I’ve been working out with a personal trainer since the beginning of 2018. Part of the reason I started to work out was that I wasn’t the kind of person that exercised on any regular basis, so it was a good way to get started. There’s a very big difference between doing an exercise correctly and incorrectly. It’s the difference between getting hurt and not getting hurt. So being with a personal trainer helped me learn correct form and build a little bit of confidence.

I would say that I’m the typical middle-aged dad where you just slowly gain a little bit of weight every year. Most people don’t wake up and say “I’m 70 pounds overweight! How did that happen?” But you know, you gain one to two pounds a year over a decade, and all the sudden you’re overweight pretty fast. My weight just kept creeping up and creeping up and basically, I had just had enough. And it was the right timing. My wife went back to the gym. So I said, I have to do something here.

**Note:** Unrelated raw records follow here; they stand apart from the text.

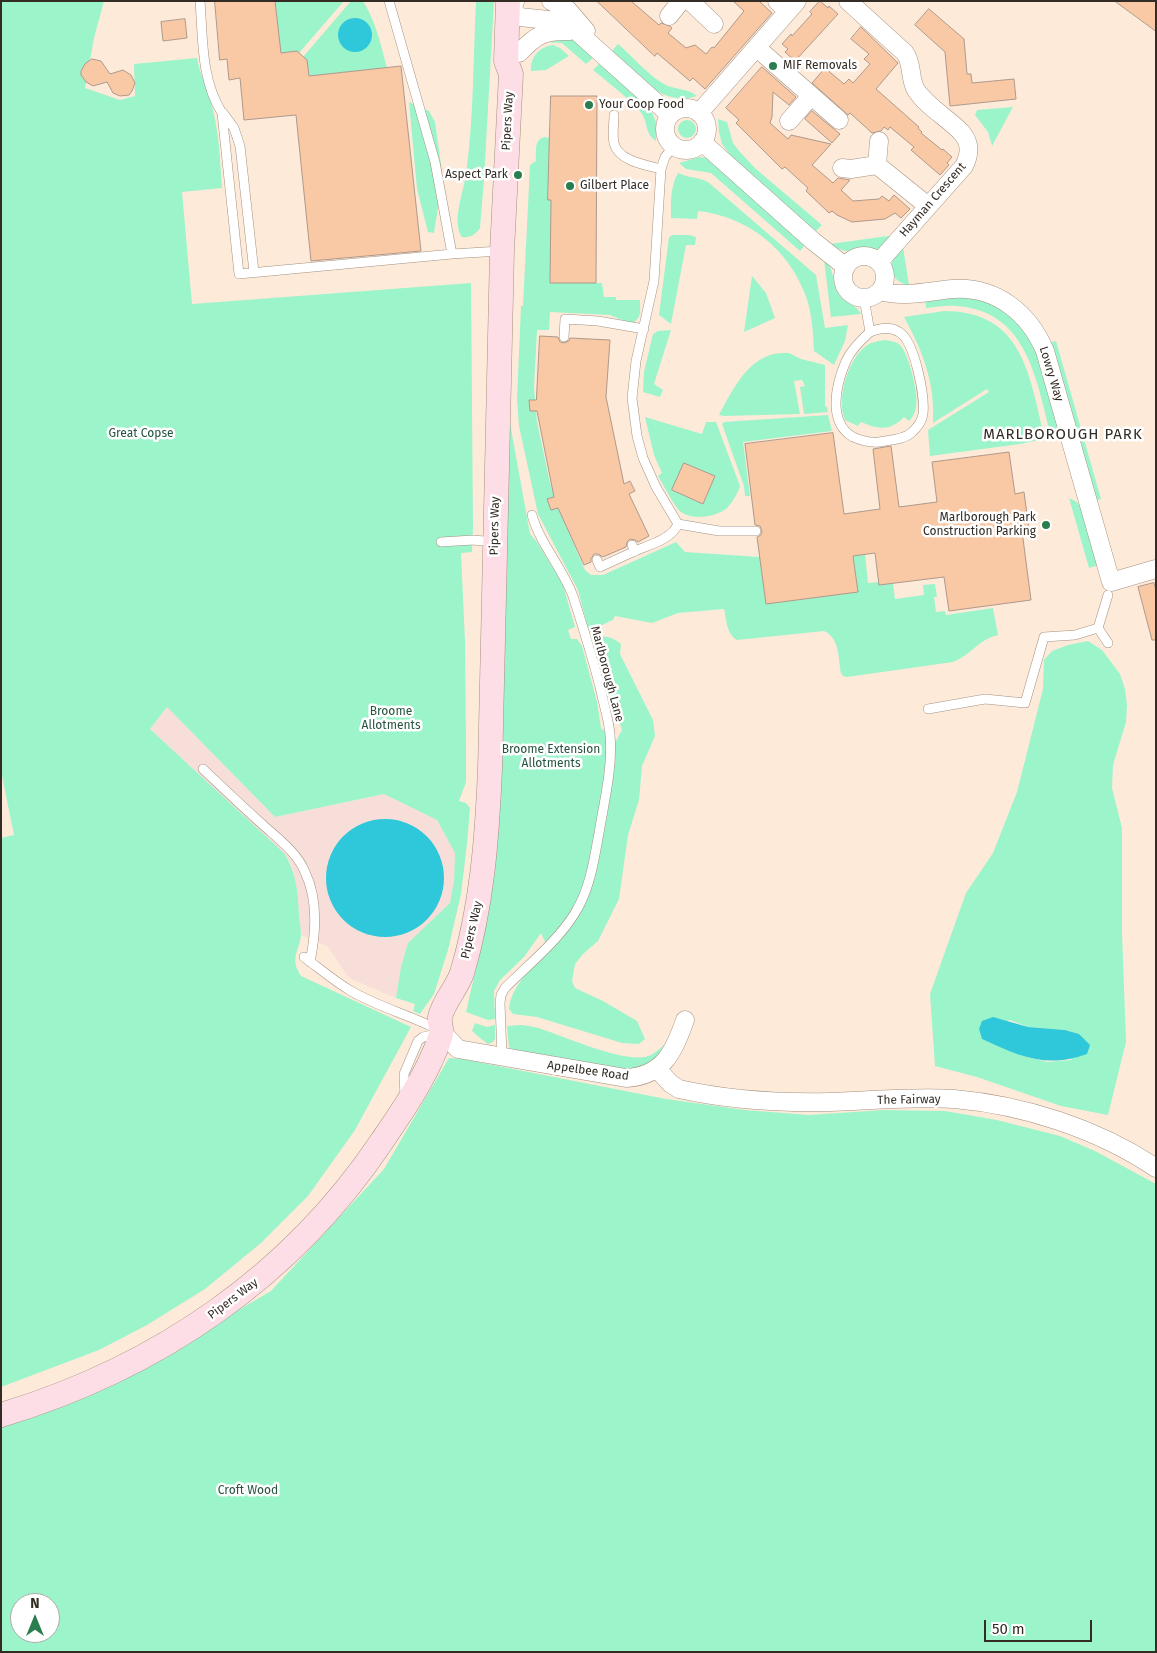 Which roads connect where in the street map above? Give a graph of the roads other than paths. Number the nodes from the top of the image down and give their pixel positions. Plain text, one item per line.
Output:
1 (200, 1) edge
2 (389, 1) edge
3 (551, 1) edge
4 (682, 1) edge
5 (690, 1) edge
6 (848, 1) edge
7 (787, 5) edge
8 (515, 6) edge
9 (669, 16) dead end
10 (714, 24) dead end
11 (578, 32) junction
12 (757, 48) junction
13 (599, 50) junction
14 (515, 63) junction
15 (811, 96) junction
16 (222, 113) junction
17 (700, 113) junction
18 (614, 115) dead end
19 (670, 115) junction
20 (839, 120) dead end
21 (789, 121) dead end
22 (879, 141) dead end
23 (702, 142) junction
24 (674, 146) junction
25 (877, 165) junction
26 (842, 168) dead end
27 (661, 169) junction
28 (928, 206) junction
29 (502, 251) junction
30 (452, 254) junction
31 (879, 262) junction
32 (846, 266) junction
33 (254, 272) junction
34 (872, 295) junction
35 (644, 330) junction
36 (870, 332) junction
37 (564, 337) dead end
38 (532, 515) dead end
39 (678, 524) junction
40 (756, 531) dead end
41 (442, 542) dead end
42 (495, 542) junction
43 (597, 560) dead end
44 (1156, 570) edge
45 (1109, 589) junction
46 (1098, 628) junction
47 (1108, 643) dead end
48 (928, 709) dead end
49 (203, 769) dead end
50 (685, 1020) dead end
51 (442, 1032) junction
52 (496, 1055) junction
53 (657, 1069) junction
54 (1156, 1168) edge
55 (1, 1414) edge

1 - 16 lane
2 - 30 lane
3 - 13 street
4 - 9 street
5 - 10 street
6 - 28 street, Hayman Crescent
7 - 12 street
8 - 11 street
8 - 14 main road, Pipers Way
11 - 13 street
11 - 14 street
12 - 15 street
12 - 17 street
13 - 19 street
14 - 29 main road, Pipers Way
15 - 20 street
15 - 21 street
16 - 33 lane
16 - 33 lane
17 - 19 street
17 - 23 street
18 - 27 lane
19 - 24 street
22 - 25 street
23 - 24 street
23 - 32 street
24 - 27 lane
25 - 26 street
25 - 28 street
27 - 35 lane
28 - 31 street, Hayman Crescent
29 - 30 lane
29 - 42 main road, Pipers Way
30 - 33 lane
31 - 32 street
31 - 34 street
32 - 34 street, Lowry Way
34 - 36 lane
34 - 45 street, Lowry Way
35 - 37 lane
35 - 39 lane
36 - 36 lane
38 - 52 lane, Marlborough Lane
39 - 40 lane
39 - 43 lane
41 - 42 lane
42 - 51 main road, Pipers Way
44 - 45 street
45 - 46 lane
46 - 47 lane
46 - 48 lane
49 - 51 lane
50 - 53 street
51 - 52 street, Appelbee Road
51 - 55 main road, Pipers Way
52 - 53 street, Appelbee Road
53 - 54 street, The Fairway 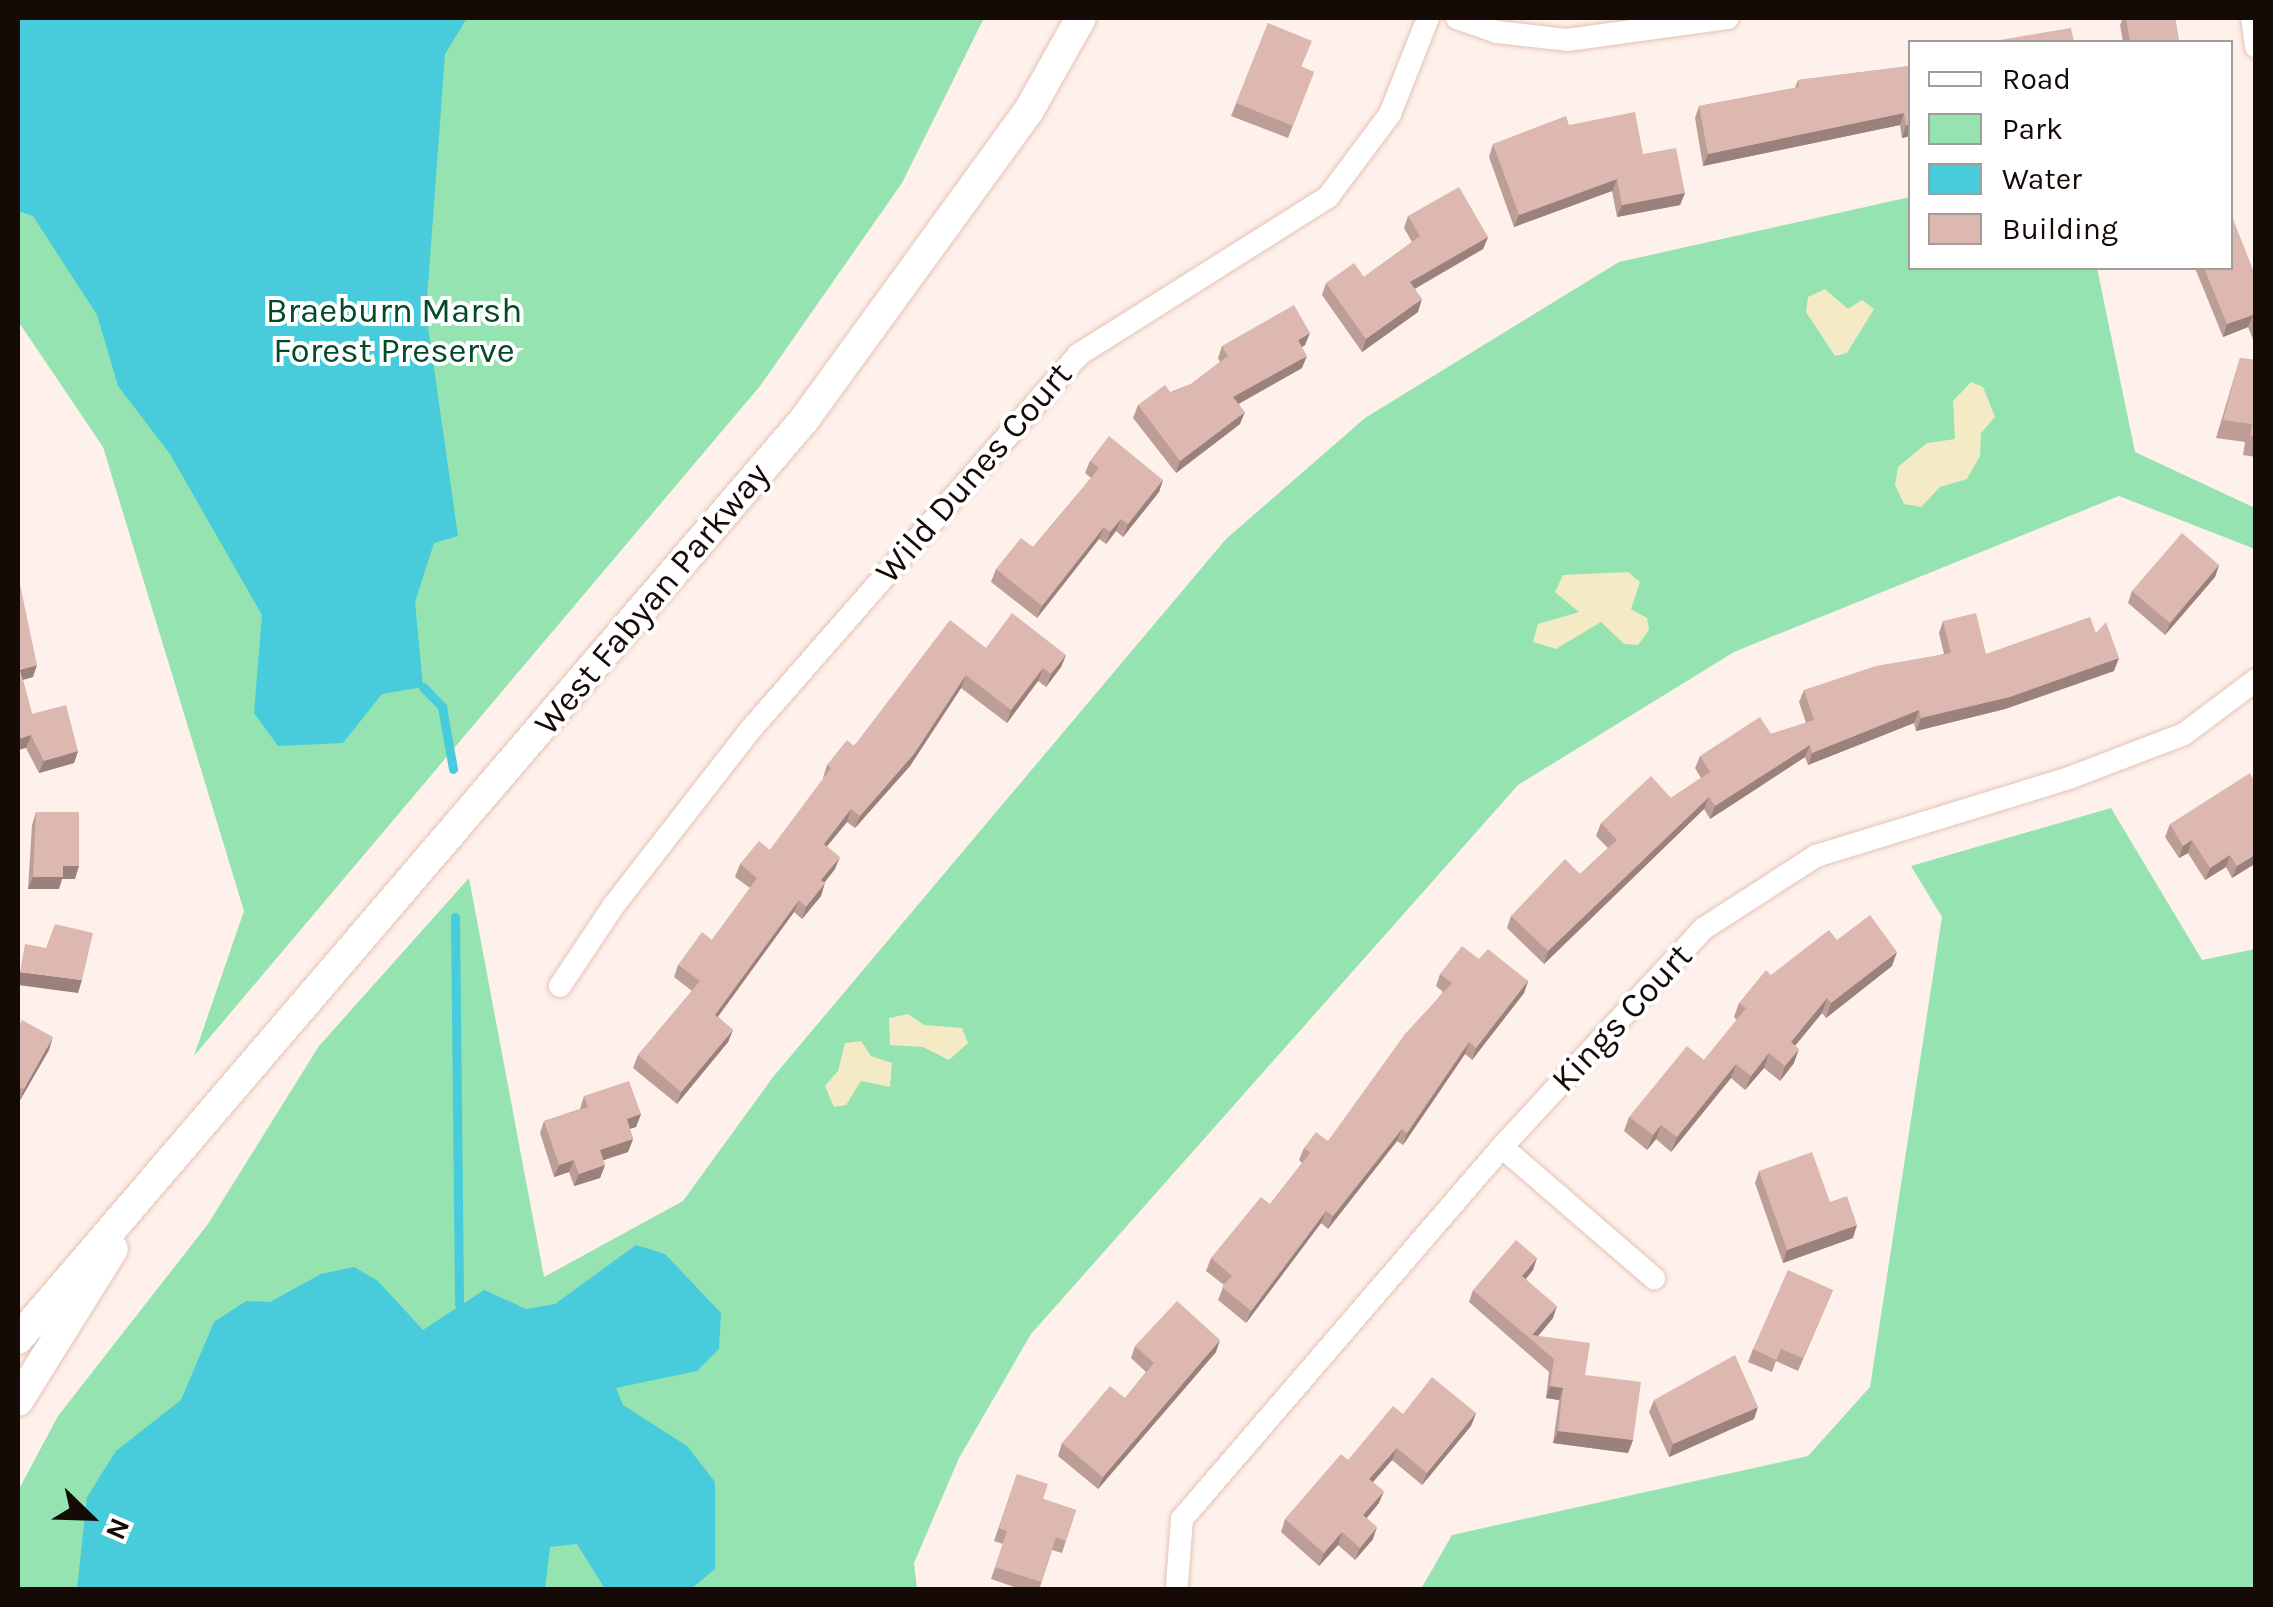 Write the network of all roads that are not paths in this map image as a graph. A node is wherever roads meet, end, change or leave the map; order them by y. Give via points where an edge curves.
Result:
1 (1081, 18) edge
2 (1428, 18) edge
3 (1457, 18) edge
4 (1728, 18) edge
5 (2252, 18) edge
6 (2256, 46) edge
7 (2256, 680) edge
8 (560, 986) dead end
9 (179, 1146) junction
10 (1502, 1148) junction
11 (1654, 1278) dead end
12 (18, 1339) edge
13 (18, 1401) edge
14 (1177, 1584) dead end

1 - 9 main road, West Fabyan Parkway via 1028,112 804,420
2 - 8 street, Wild Dunes Court via 1390,114 1328,197 1078,355 751,730 614,905
3 - 4 street via 1497,32 1568,40
5 - 6 street
7 - 10 street, Kings Court via 2184,734 2069,778 1816,856 1703,929
9 - 12 main road, West Fabyan Parkway
9 - 13 main road, West Fabyan Parkway
10 - 11 street
10 - 14 street, Kings Court via 1182,1519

The first six weeks, I’d go to the gym, my heart rate would get up, and I’d leave the gym after the workout I’d have to go horizontal for a few minutes when I got home. My heart rate would still be really high by the time I got home 20 minutes later.

But once I got past that, I really started to enjoy it. So I’d say it was about six weeks before that started to subside a little bit — and that’s when I could tell I was starting to feel better overall, and I began to actually enjoy my exercise and crave it a little bit, especially after taking a few days off at the gym.

Then something started to dawn on me. About six months into it, I realized that the trainer would ask me if I wanted to do this workout or that workout, and I started to realize that I didn’t care what workout I did. I just want to come in there and have him tell me what to do.

Welcome to “How I Stay Sane,” a weekly column in which real dads talk about the things they do to stay grounded. It’s easy to feel strung out as a parent, but the dads we feature recognize that unless they regularly take care of themselves, the parenting part of their lives will get a lot harder. The benefits of having that one “thing” are enormous.

I almost always work out in the late afternoon or early evening. As an executive coach, at that point, I’ve had a full day of coaching people and making decisions. I’m mentally spent, so to speak. So to me, it’s a huge benefit for me just to walk into the gym and not be the one running the show, like I typically do with my work. So, I can just come in and do what I’m told. I lift heavy things.

I do the reps my personal trainer tells me to do; I do the type of exercise my personal trainer tells me to do. I do not question it. I’ve come up with this theory that this appeals to people like me that are accustomed to making lots of decisions during the day. I can effectively get ‘decision fatigue.’ I don’t know if there’s any science behind this, but I know that there are a certain number of decisions that you can make in a day.

Once you use them all up, you don’t have any more left. Anyway, that’s my theory, and that’s why I love going to a personal trainer.

Beyond the mental benefits, obviously there have been physical changes as well. This time last year, I decided that I would change the way I eat. When I did that, the weight came off. Since then, I’ve lost 80 pounds. Now, I’m down to the size that I was when I was a junior in high school, and I was probably in better shape now than I was then. I’ve completely turned my life around from a physical point of view.

That really comes out in just doing the simple things. My kids like to do high ropes courses and zip lines. Those things are no problem anymore. I can keep up with them, and sometimes I’m faster than them! It’s broadened the level of things I feel comfortable doing, whether it’s rock climbing or hiking with my kids. It’s broadened the range of things that I do. That makes me feel really good.